- _Saved data entries_
■ ■ ■ ■

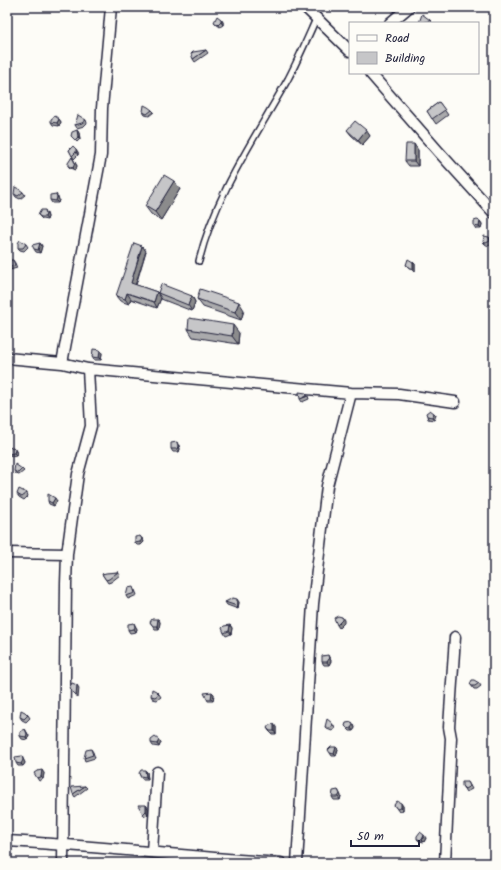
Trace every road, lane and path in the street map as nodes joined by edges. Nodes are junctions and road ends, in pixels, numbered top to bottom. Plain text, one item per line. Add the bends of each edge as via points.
1 (111, 7) edge
2 (306, 7) edge
3 (409, 7) edge
4 (316, 19) junction
5 (391, 22) edge
6 (349, 50) edge
7 (371, 74) edge
8 (494, 213) edge
9 (199, 261) dead end
10 (7, 358) edge
11 (62, 363) junction
12 (88, 369) junction
13 (351, 393) junction
14 (455, 402) dead end
15 (7, 553) edge
16 (67, 554) junction
17 (455, 637) dead end
18 (157, 772) dead end
19 (7, 842) edge
20 (64, 844) junction
21 (157, 856) edge
22 (210, 861) edge
23 (63, 863) edge
24 (281, 863) edge
25 (297, 863) edge
26 (445, 863) edge

1 - 11 street via 102,108 101,155
2 - 4 street
3 - 5 street
4 - 6 street
4 - 9 lane via 289,77 219,204
7 - 8 street
10 - 11 street
11 - 12 street
12 - 13 street
12 - 16 street via 91,426 78,474
13 - 14 street via 399,394
13 - 25 street via 327,486 312,604
15 - 16 street
16 - 20 street
17 - 26 street via 449,727 451,738
18 - 21 street
19 - 20 street
20 - 21 street
20 - 23 street
21 - 22 street
22 - 24 street

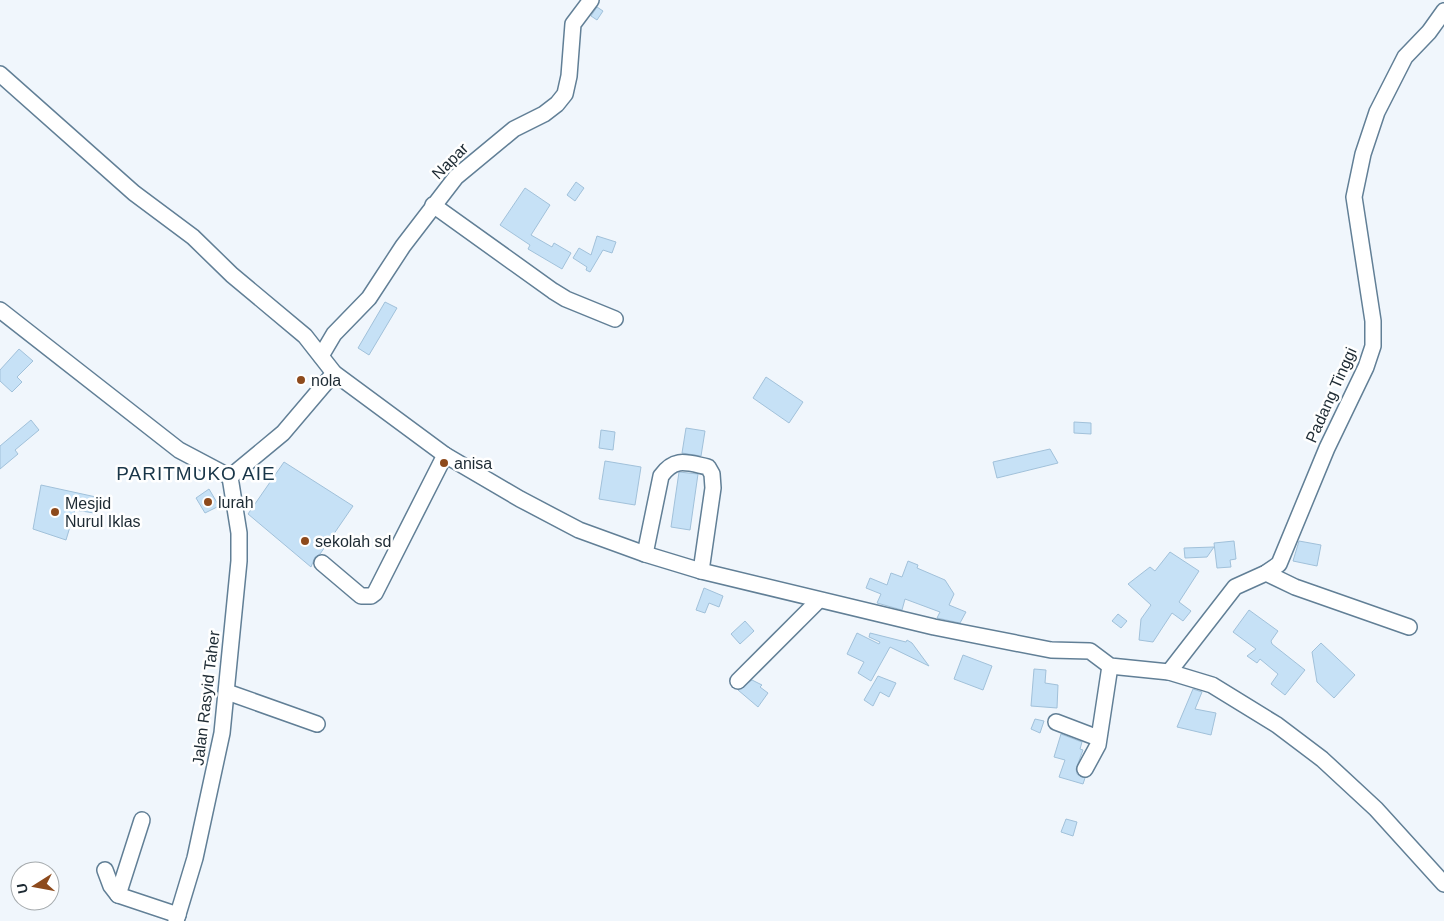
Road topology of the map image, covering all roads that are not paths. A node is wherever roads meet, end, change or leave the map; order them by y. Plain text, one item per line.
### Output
1 (592, 0) edge
2 (1444, 11) edge
3 (0, 74) edge
4 (434, 205) junction
5 (0, 310) edge
6 (615, 319) dead end
7 (321, 356) junction
8 (334, 373) junction
9 (445, 455) junction
10 (230, 476) junction
11 (645, 554) junction
12 (322, 563) dead end
13 (701, 571) junction
14 (1266, 573) junction
15 (818, 601) junction
16 (1409, 627) dead end
17 (1110, 666) junction
18 (1169, 672) junction
19 (738, 681) dead end
20 (227, 692) junction
21 (1056, 722) dead end
22 (316, 724) dead end
23 (1098, 738) junction
24 (1085, 769) dead end
25 (142, 820) dead end
26 (105, 870) dead end
27 (1444, 884) edge
28 (118, 895) junction
29 (177, 918) edge

1 - 4 street, Napar
2 - 14 street, Padang Tinggi
3 - 7 street
4 - 6 street
4 - 7 street, Napar
5 - 10 street
7 - 8 street
8 - 9 street
8 - 10 street
9 - 11 street
9 - 12 street
10 - 20 street, Jalan Rasyid Taher
11 - 13 street
11 - 13 street
13 - 15 street
14 - 16 street
14 - 18 street, Padang Tinggi
15 - 17 street
15 - 19 street
17 - 18 street
17 - 23 street
18 - 27 street
20 - 22 street
20 - 29 street, Jalan Rasyid Taher
21 - 23 street
23 - 24 street
25 - 28 street
26 - 28 street
28 - 29 street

■ ■ ■ ■

- _Work task_
Print every entry above verbatim but drop the images.

- _Answer_
Trace every road, lane and path in the street map as nodes joined by edges. Nodes are junctions and road ends, in pixels, numbered top to bottom. Plain text, one item per line. Add the bends of each edge as via points.
1 (111, 7) edge
2 (306, 7) edge
3 (409, 7) edge
4 (316, 19) junction
5 (391, 22) edge
6 (349, 50) edge
7 (371, 74) edge
8 (494, 213) edge
9 (199, 261) dead end
10 (7, 358) edge
11 (62, 363) junction
12 (88, 369) junction
13 (351, 393) junction
14 (455, 402) dead end
15 (7, 553) edge
16 (67, 554) junction
17 (455, 637) dead end
18 (157, 772) dead end
19 (7, 842) edge
20 (64, 844) junction
21 (157, 856) edge
22 (210, 861) edge
23 (63, 863) edge
24 (281, 863) edge
25 (297, 863) edge
26 (445, 863) edge

1 - 11 street via 102,108 101,155
2 - 4 street
3 - 5 street
4 - 6 street
4 - 9 lane via 289,77 219,204
7 - 8 street
10 - 11 street
11 - 12 street
12 - 13 street
12 - 16 street via 91,426 78,474
13 - 14 street via 399,394
13 - 25 street via 327,486 312,604
15 - 16 street
16 - 20 street
17 - 26 street via 449,727 451,738
18 - 21 street
19 - 20 street
20 - 21 street
20 - 23 street
21 - 22 street
22 - 24 street

Road topology of the map image, covering all roads that are not paths. A node is wherever roads meet, end, change or leave the map; order them by y. Plain text, one item per line.
### Output
1 (592, 0) edge
2 (1444, 11) edge
3 (0, 74) edge
4 (434, 205) junction
5 (0, 310) edge
6 (615, 319) dead end
7 (321, 356) junction
8 (334, 373) junction
9 (445, 455) junction
10 (230, 476) junction
11 (645, 554) junction
12 (322, 563) dead end
13 (701, 571) junction
14 (1266, 573) junction
15 (818, 601) junction
16 (1409, 627) dead end
17 (1110, 666) junction
18 (1169, 672) junction
19 (738, 681) dead end
20 (227, 692) junction
21 (1056, 722) dead end
22 (316, 724) dead end
23 (1098, 738) junction
24 (1085, 769) dead end
25 (142, 820) dead end
26 (105, 870) dead end
27 (1444, 884) edge
28 (118, 895) junction
29 (177, 918) edge

1 - 4 street, Napar
2 - 14 street, Padang Tinggi
3 - 7 street
4 - 6 street
4 - 7 street, Napar
5 - 10 street
7 - 8 street
8 - 9 street
8 - 10 street
9 - 11 street
9 - 12 street
10 - 20 street, Jalan Rasyid Taher
11 - 13 street
11 - 13 street
13 - 15 street
14 - 16 street
14 - 18 street, Padang Tinggi
15 - 17 street
15 - 19 street
17 - 18 street
17 - 23 street
18 - 27 street
20 - 22 street
20 - 29 street, Jalan Rasyid Taher
21 - 23 street
23 - 24 street
25 - 28 street
26 - 28 street
28 - 29 street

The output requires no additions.